Tourists in Paris are reminded to be on guard against increasingly brazen and aggressive pickpockets after staff at the Louvre walked out Wednesday to protest against violent working conditions.
Saying they’re fed up with dealing with gangs of thugs and being spat at, insulted, threatened and even struck, 200 workers at one of the most famous museums in the world -- it receives about 10 million visits a year -- staged a walkout, disappointing a long line of tourists. The museum reopened Thursday with increased police presence, but tourists visiting crowded places should remain vigilant.
In the center of Paris, thieves often work in groups of up to 30, and include children from eastern Europe.
It’s the latest event to tarnish the city’s reputation in the eyes of the world. In March, a group of Chinese tourists were targeted by a gang of pickpockets, an attack that made headlines around the world.
Meanwhile, the US Embassy in France offers visitors a host of tips and suggestions on how to avoid being the victim of a predatory pickpockets -- tips which can also be applied to travel around the world.
Here are a few highlights:
Keep only what is essential in your wallet. For example, one credit card, one piece of ID, and no more than €50. Make copies of your passport, and other ID cards.
Women are advised to carry bags with a zipper enclosure, and to carry it tightly under their arm, slightly in front of them.
Swing your backpack around so that it’s slightly in front of you. Men can protect themselves by placing a rubber band around their wallet and putting it in their front pocket, a detail that will make it difficult for thieves to extract the wallet smoothly.
Be extra vigilant around major tourist sites like the Eiffel Tower, Notre Dame, the Champs-Elysées. Metros are also major target areas.
If you are pickpocketed, start yelling for police immediately. The embassy advises against chasing down the perpetrators as the wallet has most likely already been handed off to someone else within the group.
If there are no security guards or police around, go to the local police station (commissariat) and file a complaint.
Know what you’re up against:
The most popular tactic on the metro is the “crush and grab.” You will be swarmed by several people and in the chaos, as you’re being pushed, you will be pickpocketed.
Another tip: try to avoid sitting or standing right by the doors. Because another trick they use it so grab the purse or smartphone just as the train doors open and dashing away. Wherever you end up in the train, try to minimize access to your pockets and purses.
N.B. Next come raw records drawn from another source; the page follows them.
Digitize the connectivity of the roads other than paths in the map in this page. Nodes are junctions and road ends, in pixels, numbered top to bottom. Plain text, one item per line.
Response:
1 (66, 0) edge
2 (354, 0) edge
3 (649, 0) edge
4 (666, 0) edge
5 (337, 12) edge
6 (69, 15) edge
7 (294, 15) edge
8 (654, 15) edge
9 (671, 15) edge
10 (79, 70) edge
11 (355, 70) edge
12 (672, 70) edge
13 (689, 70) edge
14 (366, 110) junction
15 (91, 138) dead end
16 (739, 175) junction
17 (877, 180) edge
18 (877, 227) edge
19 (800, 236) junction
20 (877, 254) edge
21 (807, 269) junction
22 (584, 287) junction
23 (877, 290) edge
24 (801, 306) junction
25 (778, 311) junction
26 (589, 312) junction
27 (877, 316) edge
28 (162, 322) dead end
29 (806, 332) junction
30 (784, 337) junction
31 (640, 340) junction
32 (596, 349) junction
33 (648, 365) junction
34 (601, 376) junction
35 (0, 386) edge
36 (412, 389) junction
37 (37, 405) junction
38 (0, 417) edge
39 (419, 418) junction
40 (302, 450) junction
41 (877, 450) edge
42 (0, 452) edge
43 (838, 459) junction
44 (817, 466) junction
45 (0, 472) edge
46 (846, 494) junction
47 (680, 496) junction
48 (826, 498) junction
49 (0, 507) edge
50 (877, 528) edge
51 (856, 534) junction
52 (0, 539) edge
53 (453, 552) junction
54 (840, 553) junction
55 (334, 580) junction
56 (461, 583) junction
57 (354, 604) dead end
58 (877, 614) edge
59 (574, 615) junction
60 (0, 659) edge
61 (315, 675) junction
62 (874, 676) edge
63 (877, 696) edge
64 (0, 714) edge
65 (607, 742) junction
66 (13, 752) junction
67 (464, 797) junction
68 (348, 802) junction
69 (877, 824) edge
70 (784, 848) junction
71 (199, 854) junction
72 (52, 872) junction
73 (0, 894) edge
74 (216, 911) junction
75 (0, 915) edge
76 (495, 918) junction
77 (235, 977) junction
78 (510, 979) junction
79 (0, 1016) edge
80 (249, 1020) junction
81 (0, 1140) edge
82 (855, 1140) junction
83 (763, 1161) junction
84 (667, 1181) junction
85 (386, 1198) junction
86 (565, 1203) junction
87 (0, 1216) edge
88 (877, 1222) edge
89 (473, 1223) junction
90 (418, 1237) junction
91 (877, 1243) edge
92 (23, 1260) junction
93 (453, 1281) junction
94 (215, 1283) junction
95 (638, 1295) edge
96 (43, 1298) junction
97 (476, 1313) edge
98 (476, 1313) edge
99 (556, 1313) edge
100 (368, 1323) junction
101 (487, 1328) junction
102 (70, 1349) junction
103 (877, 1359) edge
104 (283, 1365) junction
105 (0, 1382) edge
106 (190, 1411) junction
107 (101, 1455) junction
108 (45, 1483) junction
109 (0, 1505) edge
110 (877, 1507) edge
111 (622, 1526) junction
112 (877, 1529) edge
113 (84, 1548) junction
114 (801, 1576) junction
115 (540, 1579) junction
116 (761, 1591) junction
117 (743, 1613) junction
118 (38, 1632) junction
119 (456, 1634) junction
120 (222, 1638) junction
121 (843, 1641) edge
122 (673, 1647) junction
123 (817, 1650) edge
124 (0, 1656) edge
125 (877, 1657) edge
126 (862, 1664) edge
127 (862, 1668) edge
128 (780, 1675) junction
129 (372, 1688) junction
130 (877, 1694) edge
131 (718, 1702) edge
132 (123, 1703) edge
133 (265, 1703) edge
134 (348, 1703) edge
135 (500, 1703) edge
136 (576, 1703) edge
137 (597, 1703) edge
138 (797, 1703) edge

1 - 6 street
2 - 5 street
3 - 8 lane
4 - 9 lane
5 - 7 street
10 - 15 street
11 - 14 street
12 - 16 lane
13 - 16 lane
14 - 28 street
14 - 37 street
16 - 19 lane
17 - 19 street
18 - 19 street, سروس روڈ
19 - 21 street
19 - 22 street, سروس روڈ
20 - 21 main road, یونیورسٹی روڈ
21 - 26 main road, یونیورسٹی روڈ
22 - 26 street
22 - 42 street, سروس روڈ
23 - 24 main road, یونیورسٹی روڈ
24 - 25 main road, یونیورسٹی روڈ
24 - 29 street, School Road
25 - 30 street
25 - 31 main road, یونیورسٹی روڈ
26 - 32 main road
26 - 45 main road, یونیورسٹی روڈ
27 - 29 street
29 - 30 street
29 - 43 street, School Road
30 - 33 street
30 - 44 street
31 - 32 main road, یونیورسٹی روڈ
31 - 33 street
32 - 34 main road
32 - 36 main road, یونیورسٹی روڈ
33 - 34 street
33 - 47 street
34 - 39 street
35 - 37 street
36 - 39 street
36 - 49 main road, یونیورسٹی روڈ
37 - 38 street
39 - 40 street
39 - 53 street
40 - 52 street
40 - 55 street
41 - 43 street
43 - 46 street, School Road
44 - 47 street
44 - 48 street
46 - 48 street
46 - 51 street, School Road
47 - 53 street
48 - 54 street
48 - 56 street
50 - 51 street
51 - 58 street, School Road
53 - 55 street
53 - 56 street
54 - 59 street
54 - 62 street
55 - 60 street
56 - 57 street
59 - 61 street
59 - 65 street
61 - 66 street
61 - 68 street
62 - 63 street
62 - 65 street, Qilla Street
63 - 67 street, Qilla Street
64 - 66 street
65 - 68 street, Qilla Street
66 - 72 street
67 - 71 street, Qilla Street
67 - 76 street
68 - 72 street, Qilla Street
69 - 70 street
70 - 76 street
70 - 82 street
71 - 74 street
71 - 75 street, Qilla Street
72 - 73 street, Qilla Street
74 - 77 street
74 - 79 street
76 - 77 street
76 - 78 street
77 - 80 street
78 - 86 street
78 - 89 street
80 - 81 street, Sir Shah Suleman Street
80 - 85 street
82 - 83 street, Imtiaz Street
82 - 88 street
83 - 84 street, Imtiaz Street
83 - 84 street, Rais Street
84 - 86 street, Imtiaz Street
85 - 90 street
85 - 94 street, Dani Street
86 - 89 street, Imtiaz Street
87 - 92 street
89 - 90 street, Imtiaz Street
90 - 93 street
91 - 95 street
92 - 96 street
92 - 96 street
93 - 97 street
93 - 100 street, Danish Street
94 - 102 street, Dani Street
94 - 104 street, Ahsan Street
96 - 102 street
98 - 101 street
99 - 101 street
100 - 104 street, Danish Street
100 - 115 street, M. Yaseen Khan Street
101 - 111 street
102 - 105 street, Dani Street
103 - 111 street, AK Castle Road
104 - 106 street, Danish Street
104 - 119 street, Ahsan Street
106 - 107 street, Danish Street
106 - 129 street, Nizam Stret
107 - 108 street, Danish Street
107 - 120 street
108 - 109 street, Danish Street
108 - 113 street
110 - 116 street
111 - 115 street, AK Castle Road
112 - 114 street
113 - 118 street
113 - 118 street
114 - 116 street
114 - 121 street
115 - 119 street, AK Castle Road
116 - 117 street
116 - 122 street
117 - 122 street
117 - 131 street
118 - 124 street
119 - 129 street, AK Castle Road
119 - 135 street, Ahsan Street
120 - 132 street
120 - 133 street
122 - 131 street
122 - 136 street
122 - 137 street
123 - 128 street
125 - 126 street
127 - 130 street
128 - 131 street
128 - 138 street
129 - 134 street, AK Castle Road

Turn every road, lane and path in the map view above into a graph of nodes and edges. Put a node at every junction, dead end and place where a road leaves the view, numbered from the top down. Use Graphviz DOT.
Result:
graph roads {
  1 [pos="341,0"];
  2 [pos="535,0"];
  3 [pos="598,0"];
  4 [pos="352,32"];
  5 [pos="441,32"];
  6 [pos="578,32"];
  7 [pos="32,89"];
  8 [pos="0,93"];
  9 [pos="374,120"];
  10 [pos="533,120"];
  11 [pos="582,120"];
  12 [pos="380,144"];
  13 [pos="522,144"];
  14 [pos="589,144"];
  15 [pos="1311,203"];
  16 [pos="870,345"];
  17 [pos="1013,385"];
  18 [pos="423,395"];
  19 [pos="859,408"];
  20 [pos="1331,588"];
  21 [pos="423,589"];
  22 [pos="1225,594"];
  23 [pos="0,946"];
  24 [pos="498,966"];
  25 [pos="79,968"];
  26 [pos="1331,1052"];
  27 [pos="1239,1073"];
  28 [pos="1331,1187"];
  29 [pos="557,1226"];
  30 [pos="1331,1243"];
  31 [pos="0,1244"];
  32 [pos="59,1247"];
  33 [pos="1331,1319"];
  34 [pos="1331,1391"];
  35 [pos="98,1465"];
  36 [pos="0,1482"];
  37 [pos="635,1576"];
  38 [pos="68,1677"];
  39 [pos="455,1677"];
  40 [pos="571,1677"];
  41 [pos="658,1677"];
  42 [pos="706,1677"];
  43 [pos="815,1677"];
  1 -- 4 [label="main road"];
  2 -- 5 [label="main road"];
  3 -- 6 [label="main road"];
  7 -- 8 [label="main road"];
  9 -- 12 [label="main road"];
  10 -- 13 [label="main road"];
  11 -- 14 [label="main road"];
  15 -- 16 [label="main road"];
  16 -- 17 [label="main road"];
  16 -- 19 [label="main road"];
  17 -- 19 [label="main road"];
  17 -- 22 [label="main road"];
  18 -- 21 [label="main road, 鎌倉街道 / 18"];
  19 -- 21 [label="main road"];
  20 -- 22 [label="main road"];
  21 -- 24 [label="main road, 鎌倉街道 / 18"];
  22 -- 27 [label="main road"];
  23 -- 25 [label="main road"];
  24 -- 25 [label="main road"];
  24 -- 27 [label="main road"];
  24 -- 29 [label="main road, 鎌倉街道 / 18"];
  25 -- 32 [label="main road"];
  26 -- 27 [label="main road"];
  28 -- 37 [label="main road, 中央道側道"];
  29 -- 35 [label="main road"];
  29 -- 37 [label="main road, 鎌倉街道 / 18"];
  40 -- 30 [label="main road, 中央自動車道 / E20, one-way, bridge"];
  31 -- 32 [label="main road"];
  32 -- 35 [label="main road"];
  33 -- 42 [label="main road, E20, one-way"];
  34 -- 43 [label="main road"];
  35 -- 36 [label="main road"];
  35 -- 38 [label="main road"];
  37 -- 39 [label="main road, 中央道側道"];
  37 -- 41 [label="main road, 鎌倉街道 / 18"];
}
The age-old distraction method involves the pretext of asking for directions, or attempts to sell you trinkets. During the distraction, someone will try to pick your pockets.
Another rather unpleasant technique: Someone will throw or spill something on you like water or ice cream. You will be approached by people who feign to help you, and in the chaos, you will be pickpocketed.
- If the machine eats your card, go into the bank immediately as it’s most likely the machine's been tampered with. Use only ATMs from major banks. Refrain from talking to anyone during the transaction, as it’s likely part of an attempt to scam you.
As always, cover your hand as your enter your pin code.